Na etapa seguinte dessa crônica de amores (talvez un chant d'amour, talvez un cunt d'amore), o contato físico se concretiza, a carne e o desejo se confundem com a vertigem e o encantamento. Foi com ansiedade e tesão que o narrador/protagonista percebeu que era a temporada de tornar o cinema um campo de caça. Em intermináveis tardes, assistindo filmes de segunda classe, muitas mulheres se tornam suas professoras no curso básico de sexo. O aprendizado foi lento e agradável, bolinações pouco inocentes, beijos ardentes que culminaram com um grande evento, desses que aproximam o entusiasmo em loucura: uma desconhecida o masturbou no escurinho do cinema.

Rua de Havana, nos anos 50
Nem tudo foram glórias nesse estágio amoroso. Alguns constrangedores momentos se fizeram presentes. Levado por alguns amigos, pois já era hora de conhecer o verdadeiro sexo, o narrador/protagonista fracassou em um prostíbulo (Não deixe meus amigos saberem, por favor.).

Julia Esteves, antecessora de Julieta dos Espíritos, responsável pelo desvirginamento do rapaz, era casada e tinha um olhar cor de caramelo claro. Depois de algumas pequenas dificuldades, forneceu inesquecível pós-graduação nas artes amatórias para um Romeu paupérrimo - que só podia oferecer o seu pau para toda obra obscena. Ou melhor, milhares de sacanagens, sensações sequer imaginadas antes do abrir das portas do jardim de prazeres – afinal, como disse a bella donna, desejo em forma de mulher, o amor não tem moral. As intimidades foram seguidas por crescente entusiasmo. Questões menores, alguns hiatos e entreatos, variações do coitus interruptus, impediram que o relacionamento atingisse o ápice do contentamento. Tempo suficiente para sonhar com outras guloseimas. Como o acaso amoroso sempre vem em socorro do amante fiel, bastou ouvir as palavras mágicas, mantra capaz de fazer a carne tremer e derreter instantaneamente, Já tou molhadinha, para mostrar labor e louvor na obtenção do diploma summa cum laude na cama (volúpia e orgasmo entrelaçados pelo ardor, ar e dor, quase amor, a sufocar delírios, lírios a escorrer pelo rio sexual, um manancial interminável de delícias).

Em paródia do vim, vi e venci, o corpo de Julieta se transforma no mais glorioso dos campos de batalha. Foi lá que, na primeira vez, a espada trespassou (três vezes!) as fronteiras do encanto.
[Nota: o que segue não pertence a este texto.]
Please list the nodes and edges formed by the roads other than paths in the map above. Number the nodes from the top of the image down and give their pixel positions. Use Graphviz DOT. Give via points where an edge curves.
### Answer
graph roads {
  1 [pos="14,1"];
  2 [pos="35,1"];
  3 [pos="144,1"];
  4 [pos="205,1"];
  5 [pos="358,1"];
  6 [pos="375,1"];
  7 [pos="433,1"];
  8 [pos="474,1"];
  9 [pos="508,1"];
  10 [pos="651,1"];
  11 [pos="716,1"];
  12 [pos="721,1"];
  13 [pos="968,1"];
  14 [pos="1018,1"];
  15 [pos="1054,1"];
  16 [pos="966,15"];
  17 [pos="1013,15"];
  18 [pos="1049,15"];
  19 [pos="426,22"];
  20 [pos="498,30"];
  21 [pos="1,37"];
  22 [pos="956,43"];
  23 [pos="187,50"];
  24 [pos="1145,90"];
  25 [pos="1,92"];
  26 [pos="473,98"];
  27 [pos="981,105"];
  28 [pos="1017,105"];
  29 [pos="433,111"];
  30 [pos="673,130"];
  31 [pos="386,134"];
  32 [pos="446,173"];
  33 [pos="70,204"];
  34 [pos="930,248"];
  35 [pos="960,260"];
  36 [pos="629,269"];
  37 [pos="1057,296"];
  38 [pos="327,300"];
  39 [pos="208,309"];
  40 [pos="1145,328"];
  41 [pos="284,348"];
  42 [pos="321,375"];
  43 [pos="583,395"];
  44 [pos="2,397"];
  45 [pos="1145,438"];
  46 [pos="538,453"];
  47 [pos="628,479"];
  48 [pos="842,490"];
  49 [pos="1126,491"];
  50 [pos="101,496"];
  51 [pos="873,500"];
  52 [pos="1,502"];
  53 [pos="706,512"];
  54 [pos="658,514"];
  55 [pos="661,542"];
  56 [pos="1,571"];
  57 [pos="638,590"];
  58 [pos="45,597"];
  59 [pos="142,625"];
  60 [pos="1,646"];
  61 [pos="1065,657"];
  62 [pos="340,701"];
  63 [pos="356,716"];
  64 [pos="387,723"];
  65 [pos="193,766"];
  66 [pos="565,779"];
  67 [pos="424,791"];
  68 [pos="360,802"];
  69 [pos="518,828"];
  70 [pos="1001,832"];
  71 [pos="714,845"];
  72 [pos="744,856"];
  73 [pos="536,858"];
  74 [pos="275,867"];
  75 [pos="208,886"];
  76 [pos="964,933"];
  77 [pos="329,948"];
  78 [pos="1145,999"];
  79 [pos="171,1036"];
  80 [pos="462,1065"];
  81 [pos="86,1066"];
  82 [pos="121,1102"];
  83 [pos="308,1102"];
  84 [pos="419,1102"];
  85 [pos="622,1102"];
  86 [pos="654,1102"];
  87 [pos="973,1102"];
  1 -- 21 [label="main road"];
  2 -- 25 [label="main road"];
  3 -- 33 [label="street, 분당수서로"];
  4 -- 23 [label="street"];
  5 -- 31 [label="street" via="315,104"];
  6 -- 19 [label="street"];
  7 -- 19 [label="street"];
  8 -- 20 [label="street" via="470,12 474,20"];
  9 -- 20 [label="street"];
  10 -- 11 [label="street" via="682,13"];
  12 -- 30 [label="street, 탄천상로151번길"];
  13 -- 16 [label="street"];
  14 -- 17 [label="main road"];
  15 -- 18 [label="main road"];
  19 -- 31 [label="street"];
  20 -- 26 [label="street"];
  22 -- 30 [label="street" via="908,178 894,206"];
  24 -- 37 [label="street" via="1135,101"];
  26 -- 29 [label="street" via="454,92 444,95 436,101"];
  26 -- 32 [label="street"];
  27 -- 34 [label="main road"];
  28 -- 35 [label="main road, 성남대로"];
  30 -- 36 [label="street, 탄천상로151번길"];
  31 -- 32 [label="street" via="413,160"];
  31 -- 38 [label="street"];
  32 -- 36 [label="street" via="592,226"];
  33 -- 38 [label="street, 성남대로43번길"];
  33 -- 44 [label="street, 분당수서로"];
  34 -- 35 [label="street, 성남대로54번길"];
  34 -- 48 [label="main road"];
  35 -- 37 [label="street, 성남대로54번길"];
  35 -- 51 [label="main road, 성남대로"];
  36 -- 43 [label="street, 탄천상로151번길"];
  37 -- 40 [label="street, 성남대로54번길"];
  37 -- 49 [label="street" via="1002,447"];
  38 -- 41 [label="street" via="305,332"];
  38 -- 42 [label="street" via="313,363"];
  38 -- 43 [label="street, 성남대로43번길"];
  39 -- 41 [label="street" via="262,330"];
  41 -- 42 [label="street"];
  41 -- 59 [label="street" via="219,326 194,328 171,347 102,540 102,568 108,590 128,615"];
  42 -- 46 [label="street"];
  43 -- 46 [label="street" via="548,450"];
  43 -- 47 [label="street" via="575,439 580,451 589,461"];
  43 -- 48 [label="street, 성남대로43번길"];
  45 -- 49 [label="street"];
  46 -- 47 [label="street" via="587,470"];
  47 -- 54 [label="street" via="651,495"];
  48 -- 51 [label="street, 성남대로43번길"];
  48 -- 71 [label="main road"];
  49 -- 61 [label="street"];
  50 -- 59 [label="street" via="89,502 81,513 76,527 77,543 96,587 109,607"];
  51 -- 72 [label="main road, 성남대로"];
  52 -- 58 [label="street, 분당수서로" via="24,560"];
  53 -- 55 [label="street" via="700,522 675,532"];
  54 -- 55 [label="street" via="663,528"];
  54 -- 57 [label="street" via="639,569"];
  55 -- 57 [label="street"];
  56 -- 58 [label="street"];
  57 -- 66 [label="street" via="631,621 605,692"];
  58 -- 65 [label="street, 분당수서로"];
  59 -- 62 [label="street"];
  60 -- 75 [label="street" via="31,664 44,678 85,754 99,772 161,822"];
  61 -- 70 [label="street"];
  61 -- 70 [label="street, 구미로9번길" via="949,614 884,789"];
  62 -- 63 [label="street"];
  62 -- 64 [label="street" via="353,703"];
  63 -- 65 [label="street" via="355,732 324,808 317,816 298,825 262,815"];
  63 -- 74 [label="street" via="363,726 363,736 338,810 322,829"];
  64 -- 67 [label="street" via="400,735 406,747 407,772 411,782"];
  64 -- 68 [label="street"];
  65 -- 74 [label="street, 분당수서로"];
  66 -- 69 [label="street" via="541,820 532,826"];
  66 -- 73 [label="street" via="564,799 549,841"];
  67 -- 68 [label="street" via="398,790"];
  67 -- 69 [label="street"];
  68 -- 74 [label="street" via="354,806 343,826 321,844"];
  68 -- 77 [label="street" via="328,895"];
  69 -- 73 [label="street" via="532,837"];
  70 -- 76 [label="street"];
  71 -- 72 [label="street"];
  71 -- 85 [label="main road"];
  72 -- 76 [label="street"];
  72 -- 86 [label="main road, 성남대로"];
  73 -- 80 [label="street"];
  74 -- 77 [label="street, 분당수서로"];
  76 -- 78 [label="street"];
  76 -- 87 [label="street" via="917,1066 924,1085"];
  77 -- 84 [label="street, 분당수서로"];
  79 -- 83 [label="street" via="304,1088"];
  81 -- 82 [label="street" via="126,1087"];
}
Foi lá que o rapaz construiu um dístico comportamental: Hoje, para mim, quanto mais dissoluto for, melhor; como a liberdade começa na libertinagem, proclamo indecência ou morte!

O bom da vida é a certeza de que, em algum momento, o que é bom acaba. Simples assim. Rompido o lacre, o corpo e o desejo se transformam em domínio público. Leva quem chegar primeiro. E nem precisa embrulhar. Talvez isso explique porque o narrador se transforma em homem casado, desses que preferem construir uma história fora do contexto familiar. As aventuras extraconjugais espelham uma forma de resistência contra a esposa – que logo fica grávida e que é citada no texto como se fosse um peso a ser carregado por Sísifo. Cinemas, ruas, praças, motéis – nada escapa do território demarcado pela imensidão da devassidão. A educação erótica se multiplica em miríade de lições, corpos que são fu(n)didos por outros corpos, alquimia divina, explosão de sabores e saberes, contentamento.

O amor possessivo se manifesta como uma espécie de alucinação. Margarita Del Valle (ou Violeta ou qualquer que seja o seu nome, pois nomes são apenas referências passageiras), mais do que a fonte de regozijo sexual, sinaliza para o desmoronamento das certezas, para as vertigens do abismo. Sob a égide de Odisseus, o narrador/protagonista foi capaz da determinação necessária para resistir ao canto da sereia (música que conduz a vítima aos confins do inferno). Infelicidade é o outro nome da ausência.

Relato íntimo das dificuldades econômicas e sociais da geração que antecedeu a Revolução Cubana de 1959, momento em que o narrador/protagonista tenta mimetizar os sons, as cores, os cheiros e os sentimentos do povo cubano, Havana para um Infante Defunto, mais do que um relato sobre a virilidade e o delírio cinematográfico, é uma divertida leitura fescenina – que faz o leitor dizer, depois da última página, foi um lazer (repetindo o trocadilho involuntário de uma das personagens do romance).